Lily betrachtete das verdrehte Fahrgestell des kleinen Honda, das die Auseinandersetzung mit dem Pick-up ganz offensichtlich verloren hatte. „Ich muss mir auch ihren Wagen ansehen. Das Steuer, das Armaturenbrett – alles, womit die Fahrerin in Kontakt gekommen sein könnte.“
„Nur zu. Wahrscheinlich müssen Sie so gründlich sein.“ Er schüttelte den Kopf. „Sie haben schon einen etwas seltsamen Job.“
„Ja“, sagte sie trocken und ging zu dem zerknautschten Honda.
Officer Munoz war klein und stämmig und hatte ein rundes, fröhliches Gesicht, dem ein Schnurrbart tapfer ein wenig Würde zu verleihen versuchte. Und er war jung. Schrecklich jung in Lilys Augen – was beinahe genauso beunruhigend war wie die Tatsache, dass sie Anrufen von Verrückten nachging, statt in Mordfällen zu ermitteln. Sie war selbst noch nicht einmal dreißig, herrje. Erst in acht Monaten.

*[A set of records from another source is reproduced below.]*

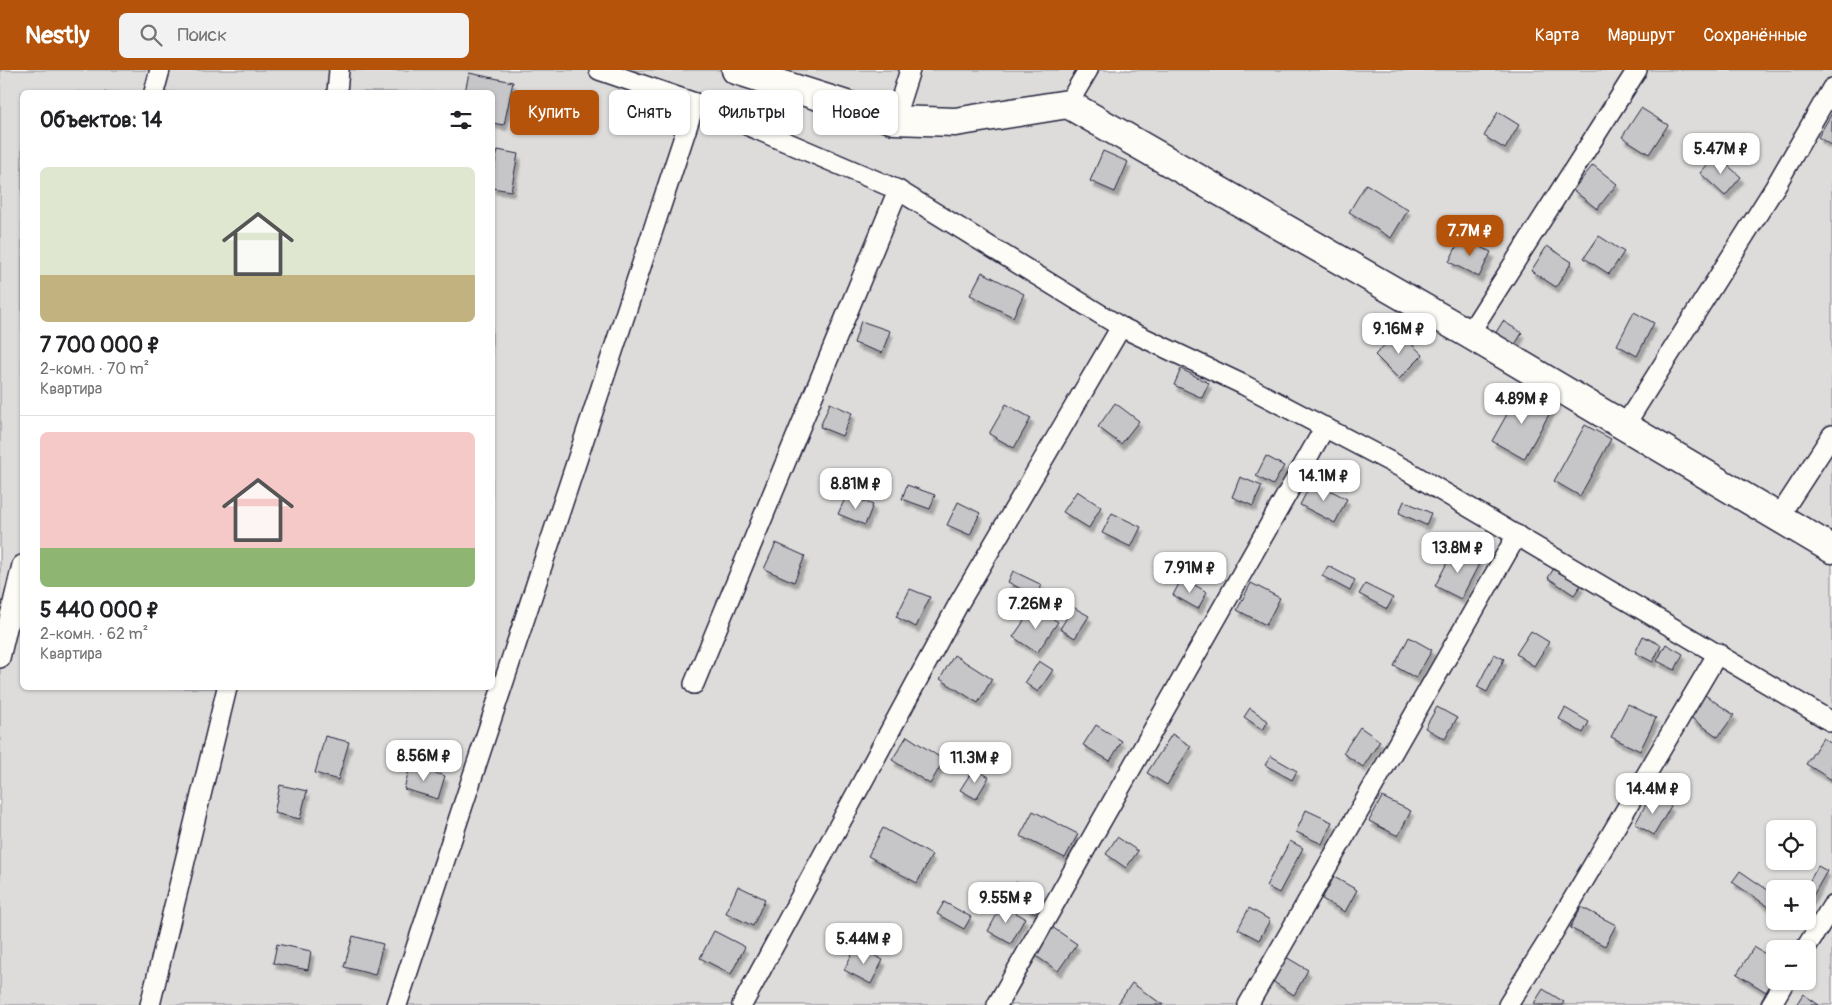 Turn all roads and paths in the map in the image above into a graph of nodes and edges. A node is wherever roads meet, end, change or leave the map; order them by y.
1 (160, 70) edge
2 (339, 70) edge
3 (599, 70) edge
4 (736, 70) edge
5 (910, 70) edge
6 (1088, 70) edge
7 (1637, 70) edge
8 (1832, 88) edge
9 (155, 90) edge
10 (337, 90) edge
11 (813, 94) edge
12 (695, 103) junction
13 (1068, 104) junction
14 (898, 108) edge
15 (898, 120) edge
16 (898, 190) junction
17 (1121, 327) junction
18 (1469, 334) junction
19 (1625, 425) junction
20 (1325, 427) junction
21 (1832, 435) edge
22 (1778, 518) junction
23 (1517, 535) junction
24 (1832, 549) edge
25 (20, 573) edge
26 (1718, 653) junction
27 (0, 658) edge
28 (694, 684) dead end
29 (227, 690) edge
30 (1832, 722) edge
31 (1832, 906) edge
32 (1811, 940) edge
33 (1779, 990) edge
34 (150, 1005) edge
35 (397, 1005) edge
36 (742, 1005) edge
37 (997, 1005) edge
38 (1248, 1005) edge
39 (1508, 1005) edge
40 (1770, 1005) edge

1 - 9 lane
2 - 10 lane
3 - 12 lane
4 - 11 street
5 - 14 lane
6 - 13 lane
7 - 18 lane
8 - 19 lane
12 - 16 lane
12 - 35 lane
13 - 15 street
13 - 18 street
16 - 17 lane
16 - 28 lane
17 - 20 lane
17 - 36 lane
18 - 19 street
19 - 22 street
20 - 23 lane
20 - 37 lane
21 - 22 lane
22 - 24 street
23 - 26 lane
23 - 38 lane
25 - 27 lane
26 - 30 lane
26 - 39 lane
29 - 34 lane
31 - 32 lane
33 - 40 lane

Nein, in sieben Monaten. Du liebe Zeit. Das war nicht mehr lang hin. Sie runzelte die Stirn, als sie um das hellrote Getriebeöl herumging, das auf der Straße trocknete. Dann streckte sie die Hand nach der Fahrertür aus. „Na so etwas.“
Die Fahrerin war auf der anderen Seite aus dem Auto gezogen worden. Die Tür war ganz offensichtlich nicht mehr zu öffnen, aber Lily versuchte es trotzdem.
„Sie hatten wohl andere Pläne“, bemerkte Officer Munoz. „Sie haben so ein hübsches Kleid an.“ Er machte ein erschrockenes Gesicht. „Das hätte ich wohl nicht sagen sollen, was?“
„Schon gut. Ich fahre gleich weiter zu einer Babyparty. Ich bin eine der Organisatorinnen.“ Sie zog fester am Griff, aber die Tür rührte sich nicht.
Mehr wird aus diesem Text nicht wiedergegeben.